Dad’s brother, Uncle Frank, and our cousin’s, little Frank and Joel came with him several times.  His wife, Josephine, did not come up with him.  We enjoyed their visits as they played with us kids.  I remember sitting on their laps and reading to them from our little readers, and feeding them papers which they pretended to eat, to amuse us.  They taught us to spell wood pecker:  we-e-o-edly-wood-c-e-ock-eedly-peck-eck-ocker.  Or we’d ask one of them to spell stocking and they’d say “white” or “black”?  When we’d tell them white, they’d spell out W-h-i-t-e or we’d say black, they’d spell b-l-a-c-k.

I was baptized in the Willow Creek river (the familiar swimming hole by the big rock cliff) near Stavely, Alberta, September 14, 1924 by Richard L. Johnson, a member of the ward.  I imagine they waited until they had a group of us to be baptized before venturing over to the river.  The following month, October 12, 1924, I was confirmed a member of the Church of Jesus Christ of Latter-day Saints by Joseph Smith Brown.

MOVING TO CLARESHOLM

All this came to an end when Dad decided to move us to Claresholm – somehow he had $600 to buy a five roomed house and in November, 1924 we packed up our possessions on the hay rack with a team of horses.  Some of us kids rode high on top, along with our pet cat, as Dad drove the 28 miles to Claresholm where we began a new life.  There was a kitchen with a walk-in pantry, a back entry way, a living room and one bedroom downstairs, and two bedrooms upstairs.  There was an outhouse, chicken house and run, and an old barn at the south end of the lot.  We were two blocks from downtown, a block west of the church, and five blocks from school.

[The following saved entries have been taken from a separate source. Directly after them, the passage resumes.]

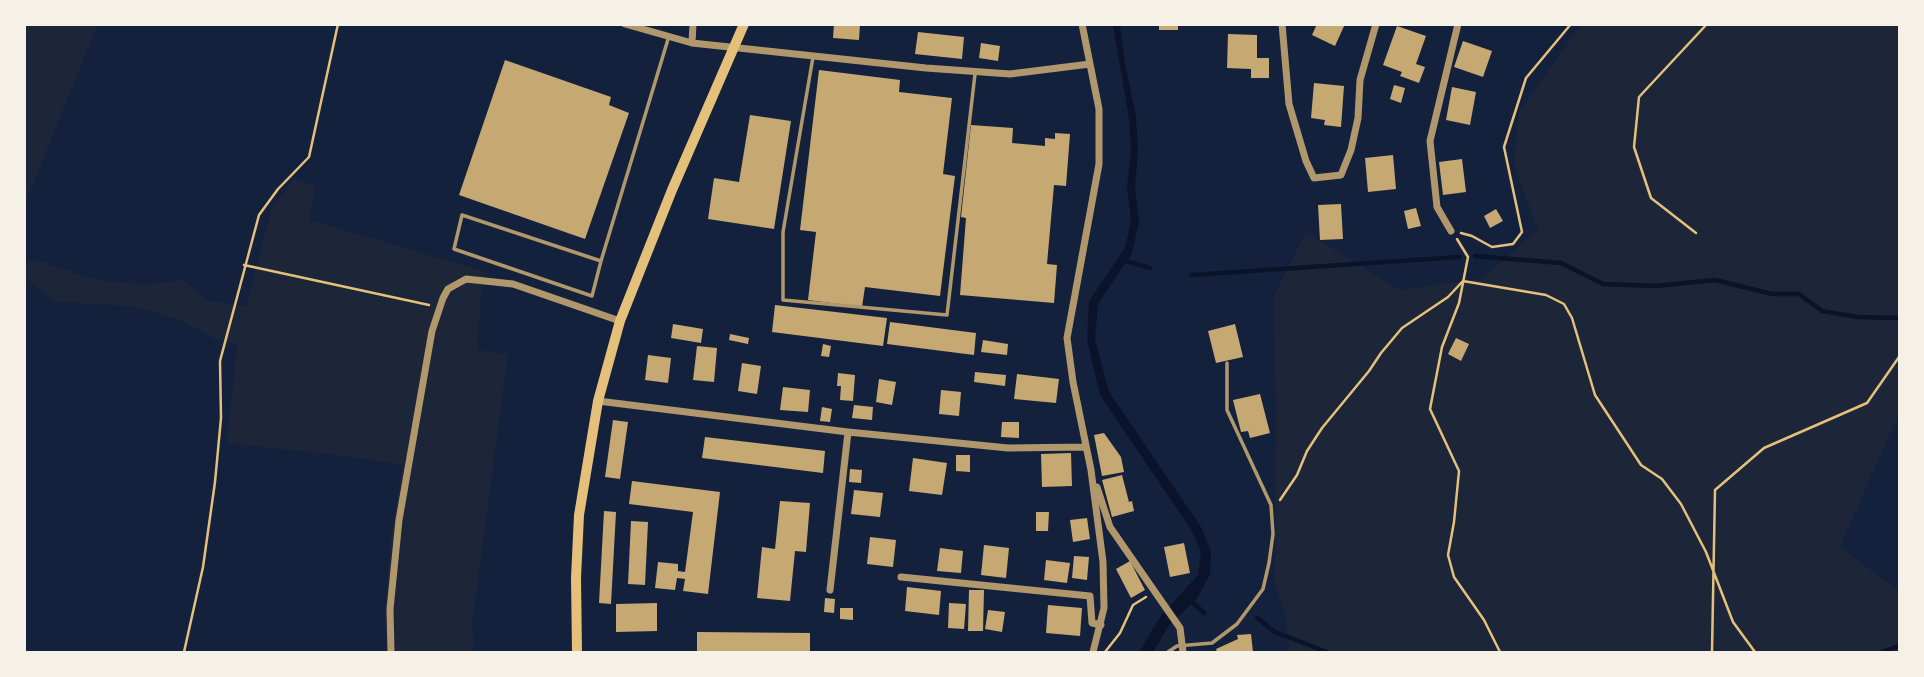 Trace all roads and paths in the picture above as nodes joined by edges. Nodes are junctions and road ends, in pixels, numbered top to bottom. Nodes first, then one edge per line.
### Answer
1 (338, 24) edge
2 (625, 24) edge
3 (693, 24) edge
4 (744, 24) edge
5 (1082, 24) edge
6 (1282, 24) edge
7 (1376, 24) edge
8 (1458, 24) edge
9 (1571, 24) edge
10 (1707, 24) edge
11 (669, 36) junction
12 (692, 43) junction
13 (735, 49) junction
14 (813, 56) junction
15 (1090, 64) junction
16 (975, 71) junction
17 (1451, 231) junction
18 (1696, 233) dead end
19 (601, 261) junction
20 (244, 265) junction
21 (1463, 281) junction
22 (440, 308) junction
23 (620, 321) junction
24 (1899, 358) edge
25 (1227, 363) dead end
26 (598, 401) junction
27 (848, 432) junction
28 (1086, 447) junction
29 (1091, 470) junction
30 (1271, 505) junction
31 (1714, 574) junction
32 (901, 577) dead end
33 (830, 590) dead end
34 (1155, 592) junction
35 (1101, 625) junction
36 (1183, 649) edge
37 (184, 653) edge
38 (391, 653) edge
39 (577, 653) edge
40 (1093, 653) edge
41 (1105, 653) edge
42 (1168, 653) edge
43 (1500, 653) edge
44 (1712, 653) edge
45 (1755, 653) edge

1 - 20 path
2 - 11 street
3 - 12 street
4 - 13 main road
5 - 15 street
6 - 7 street
8 - 17 street
9 - 17 path
10 - 18 path
11 - 12 street
11 - 19 lane
12 - 13 street
13 - 14 street
13 - 23 main road
14 - 16 street
14 - 16 lane
15 - 16 street
15 - 28 street
17 - 21 path
19 - 19 lane
20 - 22 path
20 - 37 path
21 - 30 path
21 - 31 path
21 - 43 path
22 - 23 street
22 - 38 street
23 - 26 main road
24 - 31 path
25 - 30 lane
26 - 27 street
26 - 39 main road
27 - 28 street
27 - 33 street
28 - 29 street
29 - 34 street
29 - 35 street
30 - 36 lane
31 - 44 path
31 - 45 path
32 - 35 street
34 - 36 street
34 - 41 path
35 - 40 street
36 - 42 lane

I remember that every Friday night, old-time music, done by fiddlers, was broadcast on the radio.  Our radio was a brown, veneered oblong box, which sat on a table in the front room. Because radio broadcasts were sporadic, and sometimes sent out from 5 p.m. until midnight only, they were considered a special treat, and something we eagerly looked forward to.  This fiddler’s music was very lively and fast.  Delena and I would sit in the front room on the leather davenport, (which opened out into a bed), bouncing up and down to the beat, and waving our arms to the music. Kenneth would make us quit bouncing around, warning us that the springs would come undone because we were wearing them out.  When he left the room, we would start up again, until he reentered, and issued his warning glare or told us emphatically to do as he said.

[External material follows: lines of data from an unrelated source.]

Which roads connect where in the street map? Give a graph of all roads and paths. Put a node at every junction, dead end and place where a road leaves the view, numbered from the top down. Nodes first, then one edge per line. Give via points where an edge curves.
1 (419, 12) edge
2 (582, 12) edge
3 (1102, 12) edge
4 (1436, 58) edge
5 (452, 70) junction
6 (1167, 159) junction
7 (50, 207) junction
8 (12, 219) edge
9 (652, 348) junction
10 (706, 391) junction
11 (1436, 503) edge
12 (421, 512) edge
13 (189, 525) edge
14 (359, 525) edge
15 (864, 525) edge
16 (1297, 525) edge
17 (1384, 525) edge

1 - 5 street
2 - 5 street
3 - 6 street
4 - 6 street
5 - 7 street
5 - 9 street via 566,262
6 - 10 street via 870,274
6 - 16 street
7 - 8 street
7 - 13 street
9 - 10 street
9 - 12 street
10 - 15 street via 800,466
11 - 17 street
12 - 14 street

We first attended in the little, two-roomed red brick school house on the east side.  Mattie, Mickey, Stella, Delena, Parley and I, all had Miss Benson when we entered grade five.  Mickey and I walked to school and would be held up by trains at the track.  We’d be late and say there was a train even if there wasn’t.  I remember lying in bed upstairs in the home place and would hear the first bell ring, and then would have to scurry around to get to school. Half an hour later we’d be up, dressed, breakfasted and running the mile to school.  My grade three teacher was Miss Kirk, grade four -Miss Matheson, grade five – Miss Benson, grade six – Miss Laidlaw, grade seven – Miss Simpson, grade eight -Miss MacWilliam, grade nine – Miss Daugliesh, Mr. Kirk, and Mr. Foster.

I still remember someone telling about Mr. Fairer who was killed by a train when running across the railroad tracks and tripping on a pile of ashes (dumped by the steam engines on the tracks) between the rails.  Everyone told us kids that Mrs. Fairer was a witch – she used to wear a long, black coat and tiny hat. She lived in a large, unpainted house (Gwen Toone’s lot) southeast from our home.

After grade five, I moved across the road to the larger red brick building, where I attended until I graduated in grade twelve. I entered High School on September 2, 1930 when I was fourteen years old.  As students we attended school in this red brick school house with the winding staircase, where we climbed to the top to hear the janitor, Mr. McKenzie, ring the school bell by pulling on the long rope, which he sometimes even let us take a tug on.  I remember Mr. Foster, the principal, Miss Mary Bell (Bennett), French teacher, Mr. Kirk.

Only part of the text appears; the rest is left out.